• [Exercise requirements]
Lines from the records below that contain the word "roads" are to be copied out.

• [The data]
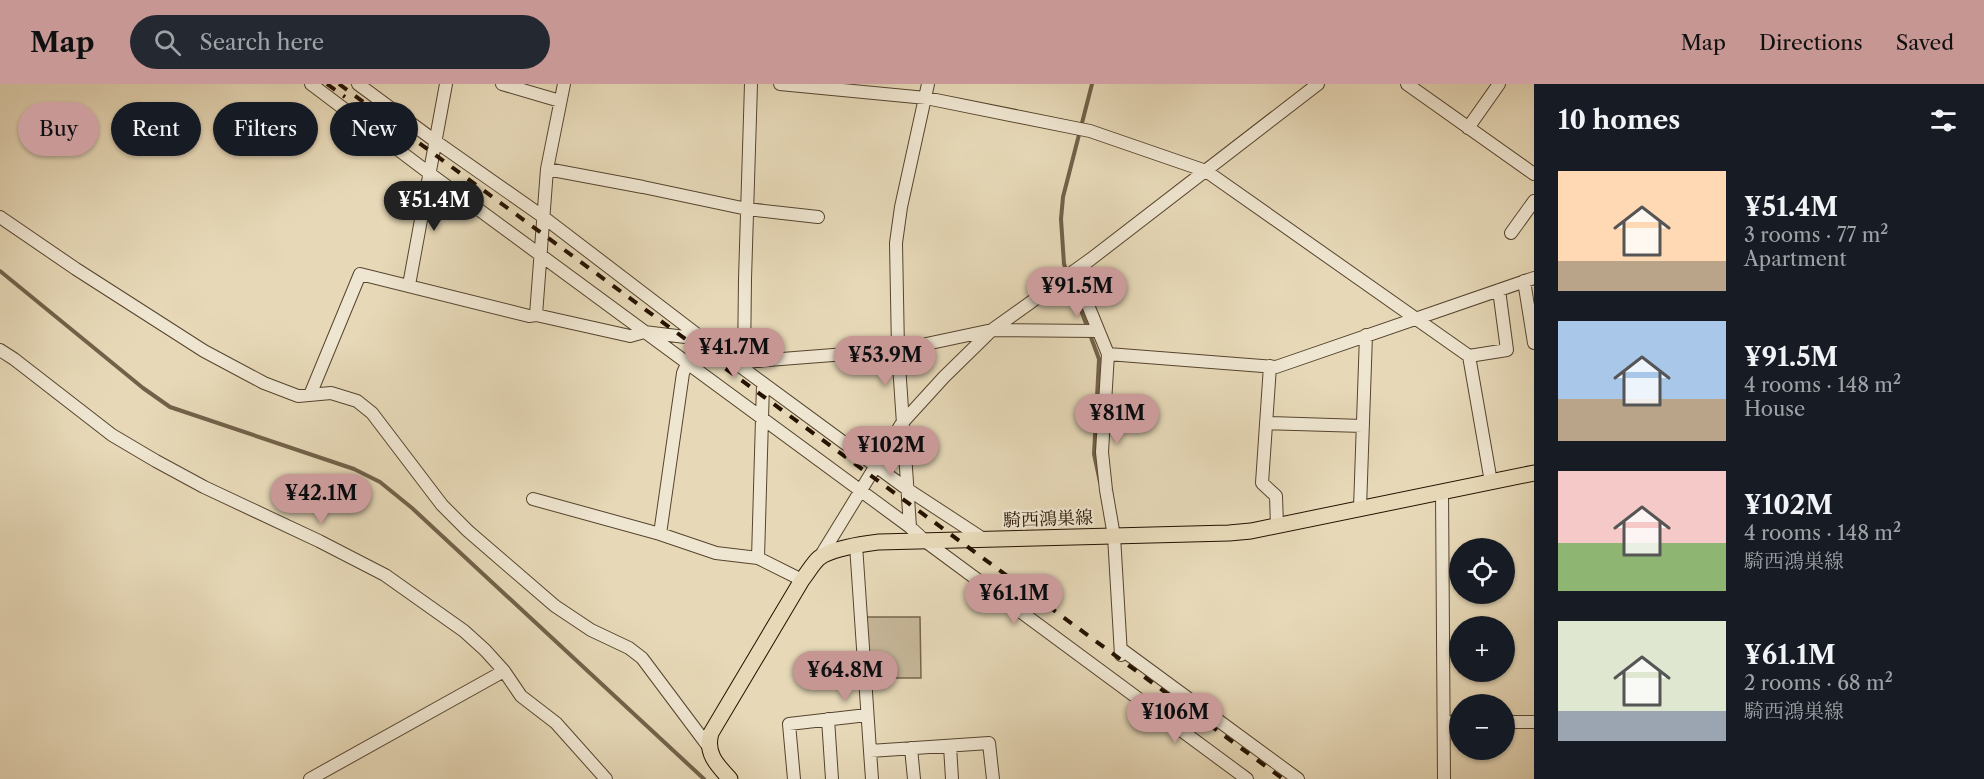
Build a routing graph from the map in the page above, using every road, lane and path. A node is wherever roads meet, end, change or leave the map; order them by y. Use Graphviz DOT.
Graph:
graph roads {
  1 [pos="311,84"];
  2 [pos="358,84"];
  3 [pos="446,84"];
  4 [pos="502,84"];
  5 [pos="564,84"];
  6 [pos="751,84"];
  7 [pos="780,84"];
  8 [pos="928,84"];
  9 [pos="1318,84"];
  10 [pos="1407,84"];
  11 [pos="1499,84"];
  12 [pos="926,98"];
  13 [pos="560,101"];
  14 [pos="1468,128"];
  15 [pos="435,141"];
  16 [pos="547,169"];
  17 [pos="1206,171"];
  18 [pos="429,173"];
  19 [pos="1534,174"];
  20 [pos="1534,201"];
  21 [pos="747,209"];
  22 [pos="542,216"];
  23 [pos="0,217"];
  24 [pos="818,217"];
  25 [pos="1511,233"];
  26 [pos="541,255"];
  27 [pos="1074,271"];
  28 [pos="1529,279"];
  29 [pos="409,285"];
  30 [pos="1499,290"];
  31 [pos="536,315"];
  32 [pos="1414,318"];
  33 [pos="992,330"];
  34 [pos="1098,331"];
  35 [pos="644,332"];
  36 [pos="1366,335"];
  37 [pos="703,339"];
  38 [pos="1534,344"];
  39 [pos="0,350"];
  40 [pos="898,350"];
  41 [pos="1108,354"];
  42 [pos="1469,356"];
  43 [pos="688,363"];
  44 [pos="743,364"];
  45 [pos="1270,366"];
  46 [pos="764,384"];
  47 [pos="310,395"];
  48 [pos="762,419"];
  49 [pos="902,423"];
  50 [pos="1266,423"];
  51 [pos="1363,426"];
  52 [pos="876,465"];
  53 [pos="1534,473"];
  54 [pos="1491,482"];
  55 [pos="907,489"];
  56 [pos="861,491"];
  57 [pos="1442,491"];
  58 [pos="533,498"];
  59 [pos="1360,508"];
  60 [pos="1277,526"];
  61 [pos="910,527"];
  62 [pos="660,534"];
  63 [pos="1111,537"];
  64 [pos="985,540"];
  65 [pos="925,541"];
  66 [pos="856,545"];
  67 [pos="820,557"];
  68 [pos="758,558"];
  69 [pos="802,580"];
  70 [pos="504,671"];
  71 [pos="867,715"];
  72 [pos="828,719"];
  73 [pos="1515,722"];
  74 [pos="1534,722"];
  75 [pos="1444,723"];
  76 [pos="1449,723"];
  77 [pos="708,746"];
  78 [pos="950,746"];
  79 [pos="911,748"];
  80 [pos="870,751"];
  81 [pos="310,779"];
  82 [pos="606,779"];
  83 [pos="730,779"];
  84 [pos="794,779"];
  85 [pos="832,779"];
  86 [pos="873,779"];
  87 [pos="914,779"];
  88 [pos="952,779"];
  89 [pos="993,779"];
  90 [pos="1247,779"];
  91 [pos="1298,779"];
  92 [pos="1444,779"];
  1 -- 18 [label="street"];
  2 -- 15 [label="street"];
  3 -- 15 [label="street"];
  4 -- 13 [label="street"];
  5 -- 13 [label="street"];
  6 -- 21 [label="street"];
  7 -- 12 [label="street"];
  8 -- 12 [label="street"];
  9 -- 17 [label="street"];
  10 -- 14 [label="street"];
  11 -- 14 [label="street"];
  12 -- 17 [label="street"];
  12 -- 40 [label="street"];
  13 -- 16 [label="street"];
  14 -- 19 [label="street"];
  15 -- 18 [label="street"];
  15 -- 22 [label="street"];
  16 -- 21 [label="street"];
  16 -- 22 [label="street"];
  17 -- 27 [label="street"];
  17 -- 32 [label="street"];
  18 -- 26 [label="street"];
  18 -- 29 [label="street"];
  20 -- 25 [label="street"];
  21 -- 24 [label="street"];
  21 -- 44 [label="street"];
  22 -- 26 [label="street"];
  22 -- 37 [label="street"];
  23 -- 47 [label="street"];
  26 -- 31 [label="street"];
  26 -- 35 [label="street"];
  27 -- 33 [label="street"];
  27 -- 34 [label="street"];
  28 -- 30 [label="street"];
  28 -- 38 [label="street"];
  29 -- 31 [label="street"];
  29 -- 47 [label="street"];
  30 -- 32 [label="street"];
  30 -- 42 [label="street"];
  31 -- 35 [label="street"];
  32 -- 36 [label="street"];
  32 -- 42 [label="street"];
  33 -- 34 [label="street"];
  33 -- 40 [label="street"];
  33 -- 49 [label="street"];
  34 -- 41 [label="street"];
  35 -- 37 [label="street"];
  35 -- 43 [label="street"];
  36 -- 45 [label="street"];
  36 -- 51 [label="street"];
  37 -- 44 [label="street"];
  39 -- 70 [label="street"];
  40 -- 44 [label="street"];
  40 -- 49 [label="street"];
  41 -- 45 [label="street"];
  41 -- 63 [label="street"];
  42 -- 54 [label="street"];
  43 -- 48 [label="street"];
  43 -- 62 [label="street"];
  44 -- 46 [label="street"];
  45 -- 50 [label="street"];
  46 -- 48 [label="street"];
  46 -- 52 [label="street"];
  47 -- 77 [label="street"];
  48 -- 56 [label="street"];
  48 -- 68 [label="street"];
  49 -- 52 [label="street"];
  49 -- 55 [label="street"];
  50 -- 51 [label="street"];
  50 -- 60 [label="street"];
  51 -- 59 [label="street"];
  52 -- 55 [label="street"];
  52 -- 56 [label="street"];
  53 -- 54 [label="main road, 騎西鴻巣線"];
  54 -- 57 [label="main road, 騎西鴻巣線"];
  55 -- 61 [label="street"];
  55 -- 64 [label="street"];
  56 -- 61 [label="street"];
  56 -- 67 [label="street"];
  57 -- 59 [label="main road, 騎西鴻巣線"];
  57 -- 75 [label="street"];
  58 -- 62 [label="street"];
  59 -- 60 [label="main road, 騎西鴻巣線"];
  60 -- 63 [label="main road, 騎西鴻巣線"];
  61 -- 65 [label="street"];
  62 -- 68 [label="street"];
  63 -- 64 [label="main road, 騎西鴻巣線"];
  63 -- 91 [label="street"];
  64 -- 65 [label="main road, 騎西鴻巣線"];
  65 -- 66 [label="main road, 騎西鴻巣線"];
  65 -- 90 [label="street"];
  66 -- 67 [label="main road, 騎西鴻巣線"];
  66 -- 71 [label="street"];
  67 -- 69 [label="main road"];
  68 -- 69 [label="street"];
  69 -- 77 [label="main road"];
  70 -- 81 [label="street"];
  70 -- 82 [label="street"];
  71 -- 72 [label="street"];
  71 -- 80 [label="street"];
  72 -- 84 [label="street"];
  72 -- 85 [label="street"];
  73 -- 74 [label="street"];
  75 -- 76 [label="street"];
  75 -- 92 [label="street"];
  77 -- 83 [label="main road"];
  78 -- 79 [label="street"];
  78 -- 88 [label="street"];
  78 -- 89 [label="street"];
  79 -- 80 [label="street"];
  79 -- 87 [label="street"];
  80 -- 86 [label="street"];
}
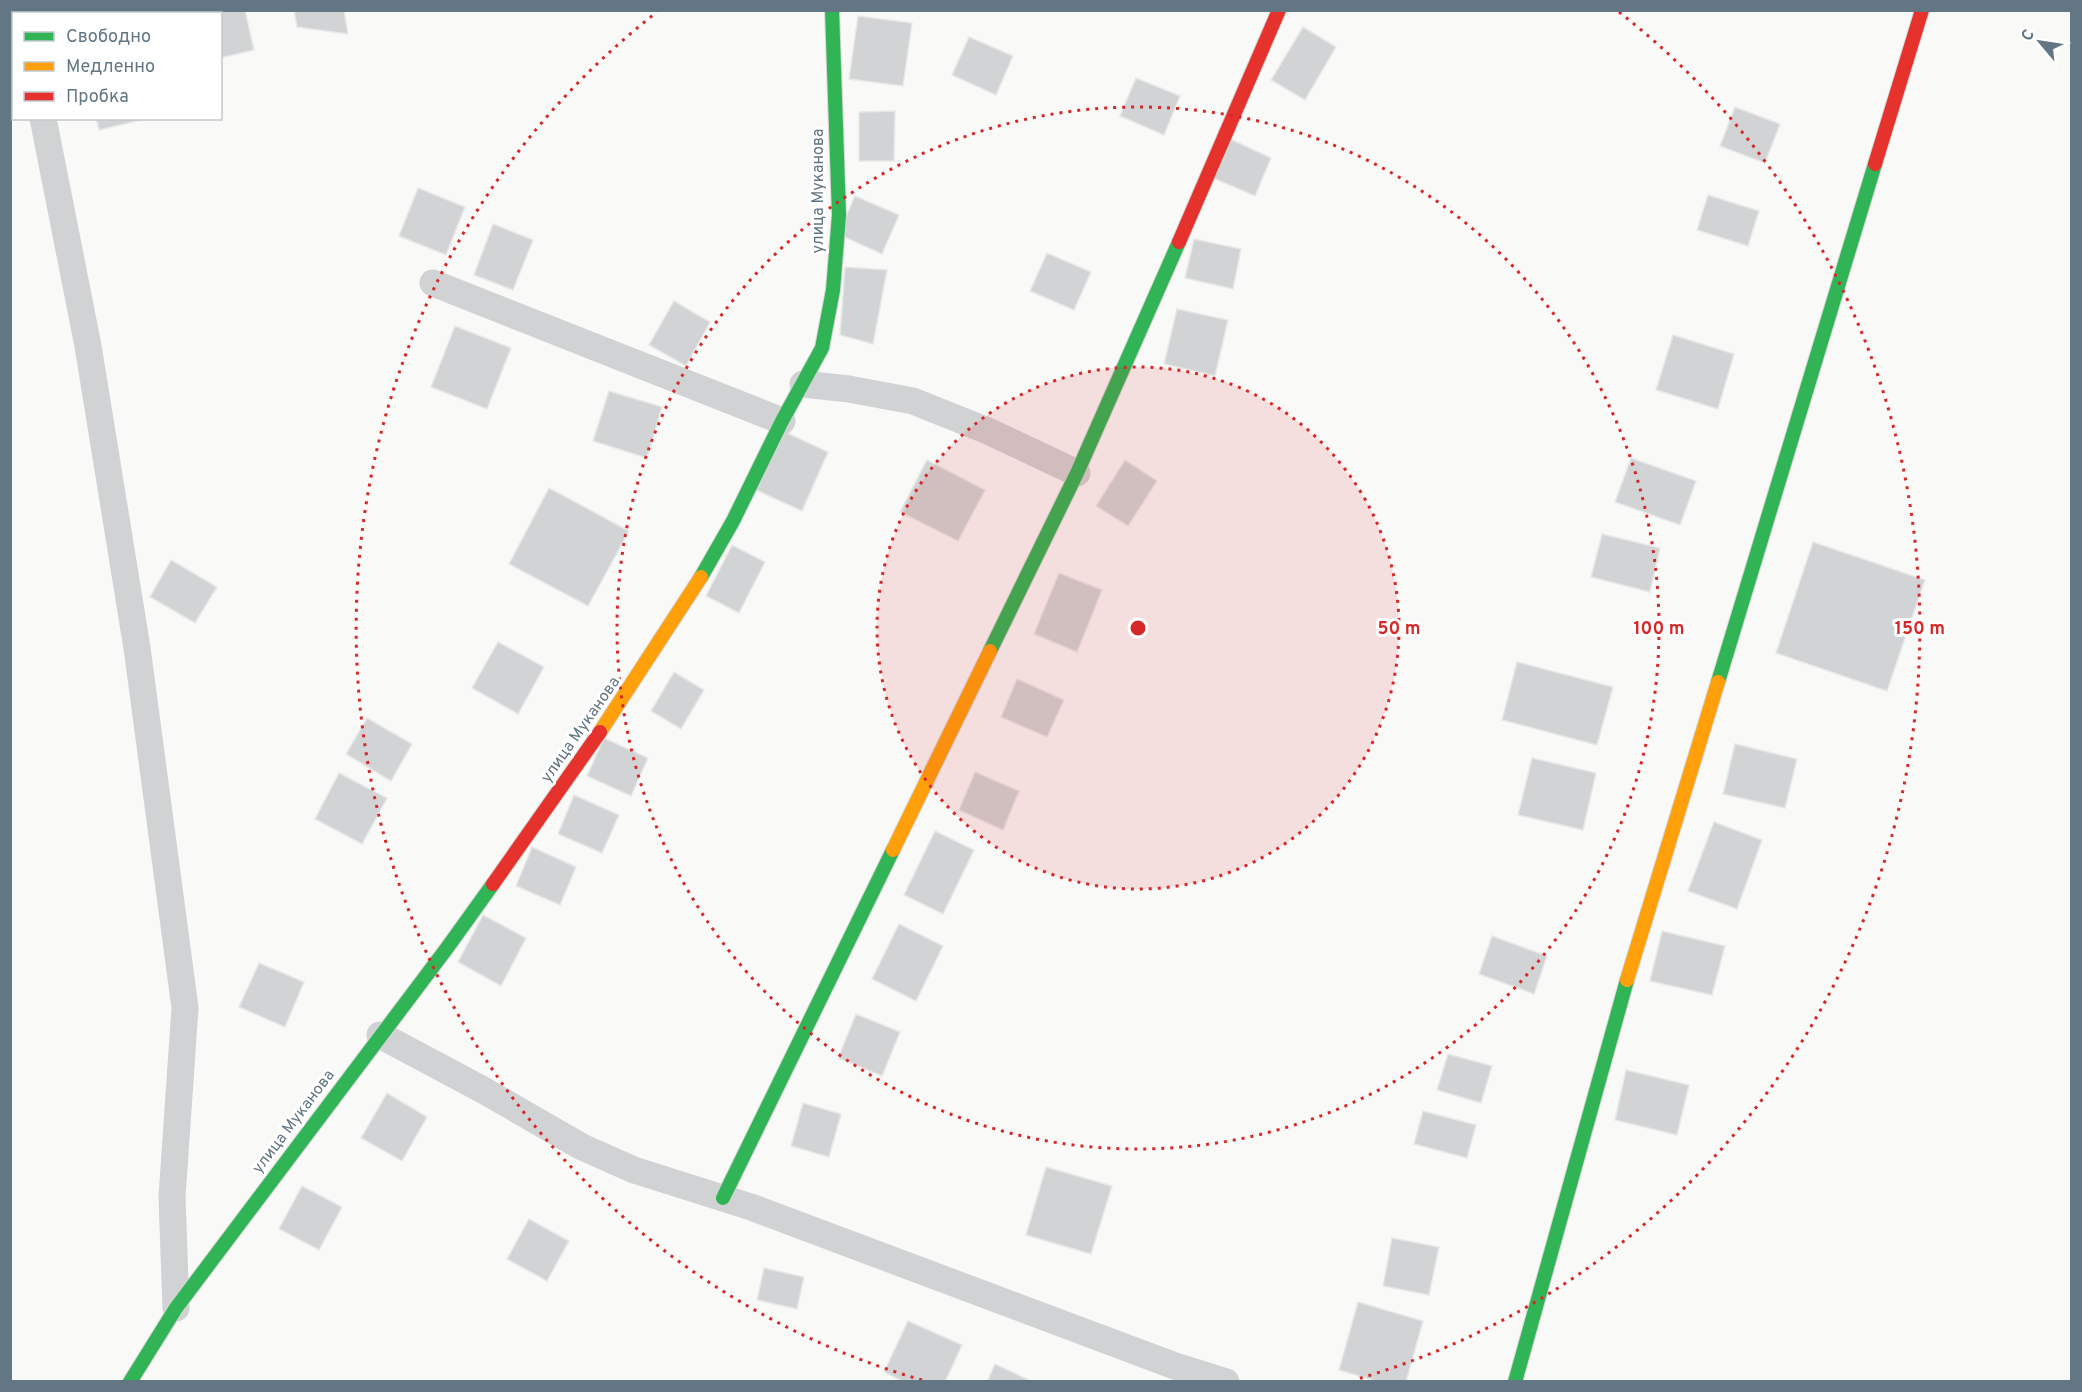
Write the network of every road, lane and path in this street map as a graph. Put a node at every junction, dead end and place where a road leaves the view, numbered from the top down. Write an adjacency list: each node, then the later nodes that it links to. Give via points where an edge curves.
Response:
1 (832, 10): 6 (street, улица Муканова, via 839,215 834,290 822,348)
2 (1279, 10): 8 (street)
3 (1922, 10): 14 (street, via 1622,997)
4 (43, 120): 11 (street, via 88,346 135,637 184,1008 172,1197)
5 (433, 283): 7 (street)
6 (803, 384): 7 (street, улица Муканова); 8 (street, via 913,401)
7 (782, 421): 9 (street, улица Муканова, via 696,586 620,704 447,948)
8 (1077, 473): 10 (street)
9 (380, 1035): 10 (street, via 582,1147 634,1170); 11 (street, улица Муканова)
10 (723, 1198): 13 (street)
11 (176, 1308): 12 (street, улица Муканова)
12 (130, 1382)
13 (1226, 1382)
14 (1515, 1382)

• [Response]
Build a routing graph from the map in the page above, using every road, lane and path. A node is wherever roads meet, end, change or leave the map; order them by y. Use Graphviz DOT.
graph roads {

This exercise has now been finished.